A família reunida acontece nos momentos que não há outra opção, uma doença grave ou uma possibilidade de morte, desta vez ambas as razões, mas ingratidão seria apavorar-se diante disto ou dizer que há ausência de amor naquelas relações invariavelmente engraçadas, atritosas e afetivas ao mesmo tempo. Seguíamos, o motorista paternal não superava os 80 km/h para preservar seu tesouro familiar prevenindo-se da irresponsabilidade alheia, ao lado o filho doido, nem um pouco doido, sustentáculo da harmonia, atrás a mãe e a filha, complexas, desconfiadas e protetoras. Assim anda o barco, na tempestade não enfrenta turbulência dos passageiros.

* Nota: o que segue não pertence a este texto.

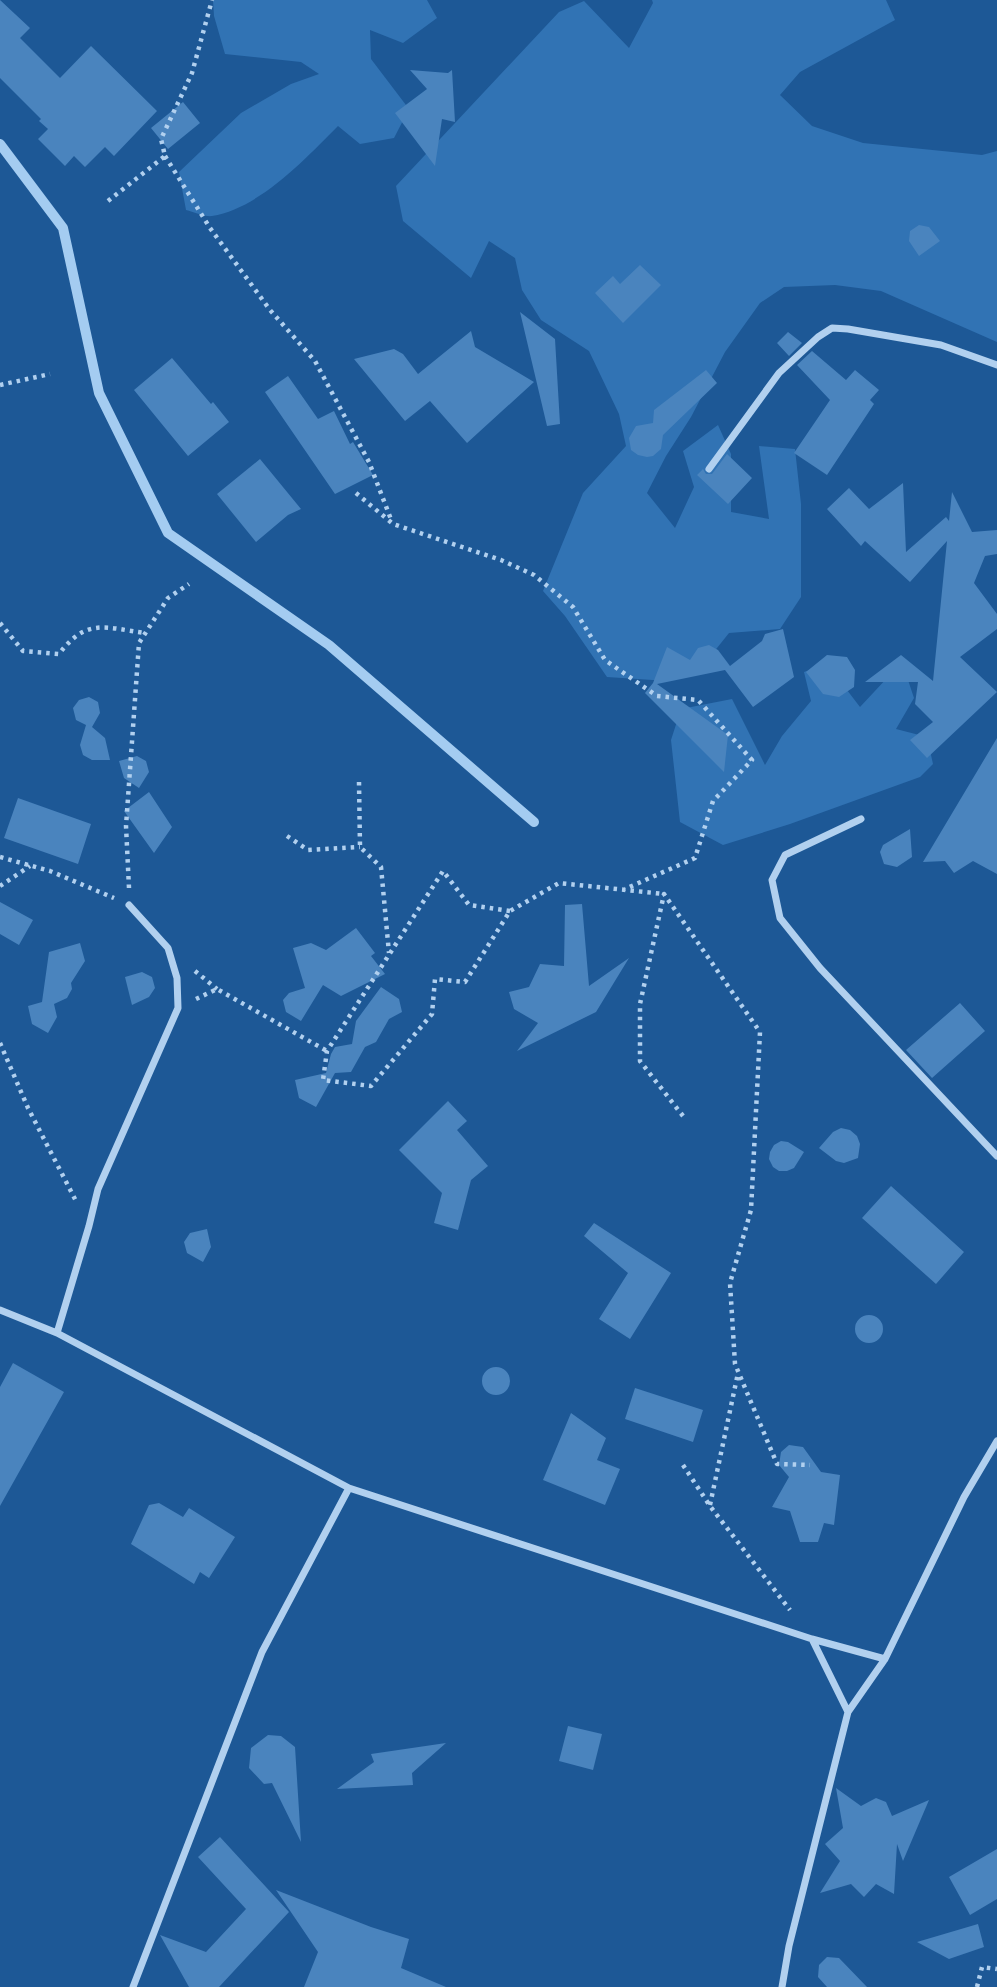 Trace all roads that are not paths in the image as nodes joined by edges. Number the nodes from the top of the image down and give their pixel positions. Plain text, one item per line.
1 (997, 365) edge
2 (709, 468) dead end
3 (860, 819) dead end
4 (129, 905) road end
5 (997, 1156) edge
6 (0, 1310) edge
7 (57, 1333) junction
8 (997, 1441) edge
9 (349, 1488) junction
10 (812, 1639) junction
11 (885, 1659) junction
12 (848, 1712) junction
13 (133, 1987) edge
14 (782, 1987) edge

1 - 2 street
3 - 5 street
4 - 7 street
6 - 7 street
7 - 9 street
8 - 11 street
9 - 10 street
9 - 13 street
10 - 11 street
10 - 12 street
11 - 12 street
12 - 14 street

Tocava a canção que inspira poesia, aliás, eu tive a nostálgica idéia de colocar um CD de lembranças como fundo musical de toda a viagem o que não me permitiu evitar devaneios românticos banhados por um lacrimejar disfarçado e breve, enfim, persistente sentimento, mas não permita que a razão do fato conheça-o.

Depois dos estampidos auditivos pela mudança de pressão e dos tremores de frio da região alta, chegamos ao destino serrano, complementado pelo almoço tradicionalmente farto, ainda que em plena segunda-feira, e pelo acolhimento gentil dos familiares (e cães) devido a falta de visitas por anos a fio.

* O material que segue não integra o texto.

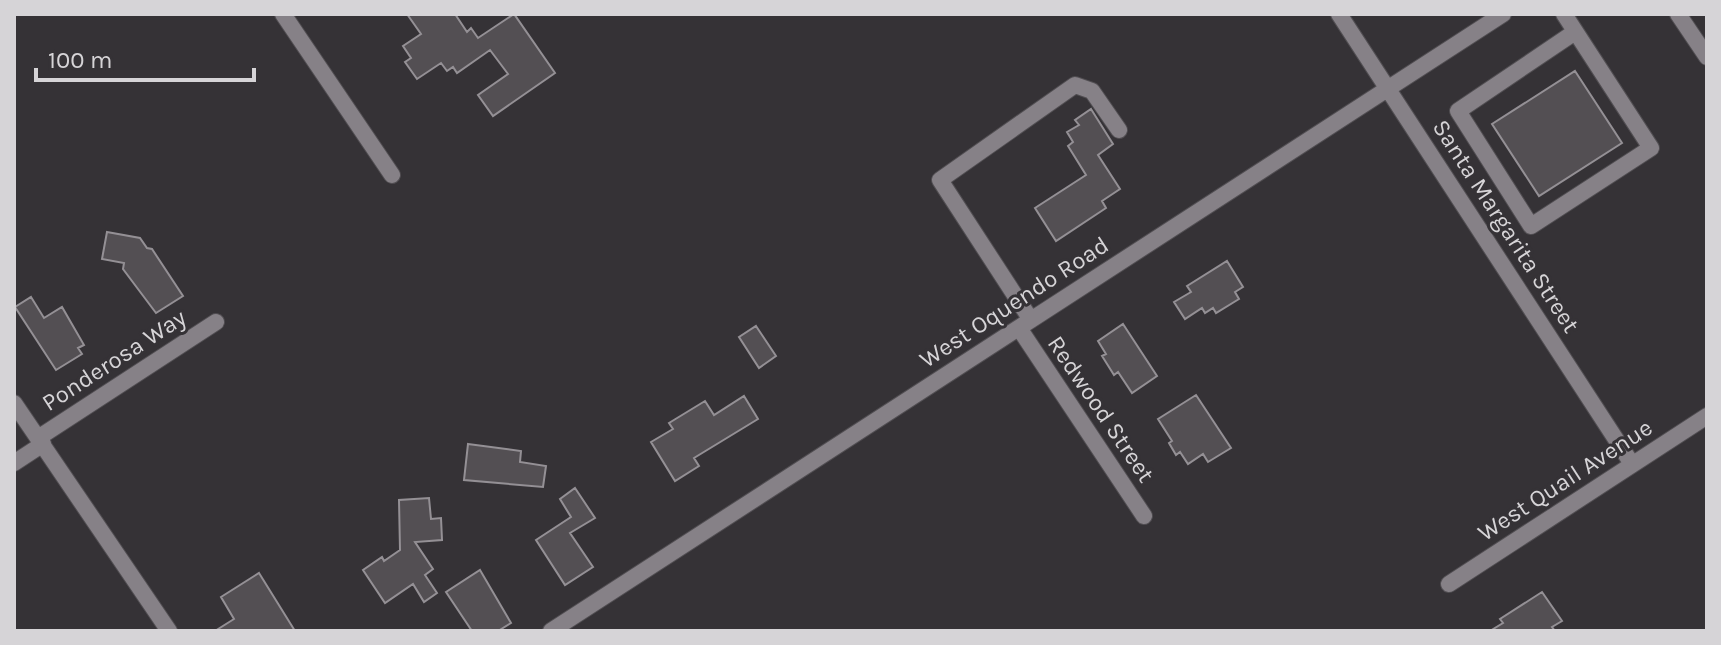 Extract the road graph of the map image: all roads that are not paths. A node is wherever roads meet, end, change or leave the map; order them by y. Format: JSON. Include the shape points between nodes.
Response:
{"nodes":[{"id":1,"x":283,"y":14,"type":"edge"},
{"id":2,"x":1339,"y":14,"type":"edge"},
{"id":3,"x":1503,"y":14,"type":"edge"},
{"id":4,"x":1564,"y":14,"type":"edge"},
{"id":5,"x":1679,"y":15,"type":"edge"},
{"id":6,"x":1575,"y":32,"type":"junction"},
{"id":7,"x":1707,"y":57,"type":"edge"},
{"id":8,"x":1389,"y":88,"type":"junction"},
{"id":9,"x":1119,"y":130,"type":"dead end"},
{"id":10,"x":392,"y":175,"type":"dead end"},
{"id":11,"x":216,"y":322,"type":"dead end"},
{"id":12,"x":1025,"y":324,"type":"junction"},
{"id":13,"x":14,"y":403,"type":"edge"},
{"id":14,"x":1707,"y":416,"type":"edge"},
{"id":15,"x":40,"y":441,"type":"junction"},
{"id":16,"x":14,"y":463,"type":"edge"},
{"id":17,"x":1632,"y":464,"type":"junction"},
{"id":18,"x":1144,"y":516,"type":"dead end"},
{"id":19,"x":1449,"y":584,"type":"dead end"},
{"id":20,"x":169,"y":631,"type":"edge"},
{"id":21,"x":551,"y":631,"type":"edge"}],
"edges":[{"from":1,"to":10,"type":"street"},
{"from":2,"to":8,"type":"street","name":"Santa Margarita Street"},
{"from":3,"to":8,"type":"street","name":"West Oquendo Road"},
{"from":4,"to":6,"type":"street"},
{"from":5,"to":7,"type":"street"},
{"from":6,"to":6,"type":"street","via":[[1651,148],[1531,226],[1458,111]]},
{"from":8,"to":12,"type":"street","name":"West Oquendo Road"},
{"from":8,"to":17,"type":"street","name":"Santa Margarita Street"},
{"from":9,"to":12,"type":"street","name":"Redwood Street","via":[[1092,91],[1075,85],[940,180]]},
{"from":11,"to":15,"type":"street","name":"Ponderosa Way"},
{"from":12,"to":18,"type":"street","name":"Redwood Street"},
{"from":12,"to":21,"type":"street","name":"West Oquendo Road"},
{"from":13,"to":15,"type":"street"},
{"from":14,"to":17,"type":"street","name":"West Quail Avenue"},
{"from":15,"to":16,"type":"street","name":"Ponderosa Way"},
{"from":15,"to":20,"type":"street"},
{"from":17,"to":19,"type":"street","name":"West Quail Avenue"}]}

Cumprimentar a Nona, a mais imprescindível tarefa, mal conseguia mover-se nas próprias pernas ou ter força pra falar e alimentar-se, danos de um coágulo cerebral não tratado imediatamente, a causa da não recuperação plena e efetiva? Subestimar a força do pensamento!

Os consultórios, leitor, são todos iguais, os de cardiologia especialmente são brancos ou de tonalidade clara, na parede há sempre um quadro reproduzindo anatomicamente um coração, e na sala de espera vários idosos normalmente tratando de resmungar com o que senta ao seu lado sobre a demora do atendimento, mas a simpatia da secretária. O consultório do Dr. Carlos de pouca fala não fugia a regra, branco, logo na entrada um local para colocar os guarda-chuvas molhados no formato de um guarda-chuva, o ar quente, quase sufocante, em contraste com a atmosfera fria do exterior e a demora habitual.

A minha frente sentaram-se meu pai e minha irmã, ao lado deles duas mulheres, uma que insistentemente desviava o canto dos olhos na direção do meu velho que tampouco havia lhe notado a presença, uma outra na ponta debaixo cochichava suas aventuras sexuais como a não perceber que estava na presença de alguém um pouco mais jovem e por conseqüência com o aparelho auditivo menos afetado. O único fato que quebrava aquela rotina de cheiro de naftalina e roupas esportivas fora de moda para fazer esteira era a presença da minha irmã nos ares de seus vinte e poucos anos e o acompanhamento de mais três pessoas.

Entramos no consultório, antes disso meu pai dizia: “deixa que entra o moleque com ela, que entende alguma coisa, não adianta entra uns burro”, eu ria e sabia que não faria diferença minha presença, pois sabia exatamente o que o médico diria, ou melhor, isso se o médico dissesse algo, o que ele não fez, limitou-se a dar um exame para análise da falta ou não de vitaminas e receitou aspirinas dia sim dia não. Saímos e fomos tomar um café preto (sem açúcar pra mim, por favor) no escritório da tia.

Nona deixe-me massageá-la, “sabia que a medicina oriental trata várias doenças por pontos específicos nos pés, e tem uma coisa, esse líquido é muito bom, mas vai lhe deixar a pele ressecada, talvez uma pomada tenha um efeito mais saudável”, ela ouvia enquanto massageava-lhe, mas logo pediu para deitar-se e descansar. “Ma Nona, porco diu! Tu tem minha formatura e da minha irmã nesse fim de ano, a festa vai se grande e tu vai te que ta lá, caminhando! Te inventa de piora véia!” ela concordava emocionada, beijei-lhe a face e fui-me, espero vê-la novamente Marcona, e que eu não tenha de tão cedo usar qualquer artifício advocatício para tratar da herança dos hectares familiares a perder de vista.

Voltemos pra casa, estejam bem nas suas de fogão a lenha. Até dia qualquer Serranos.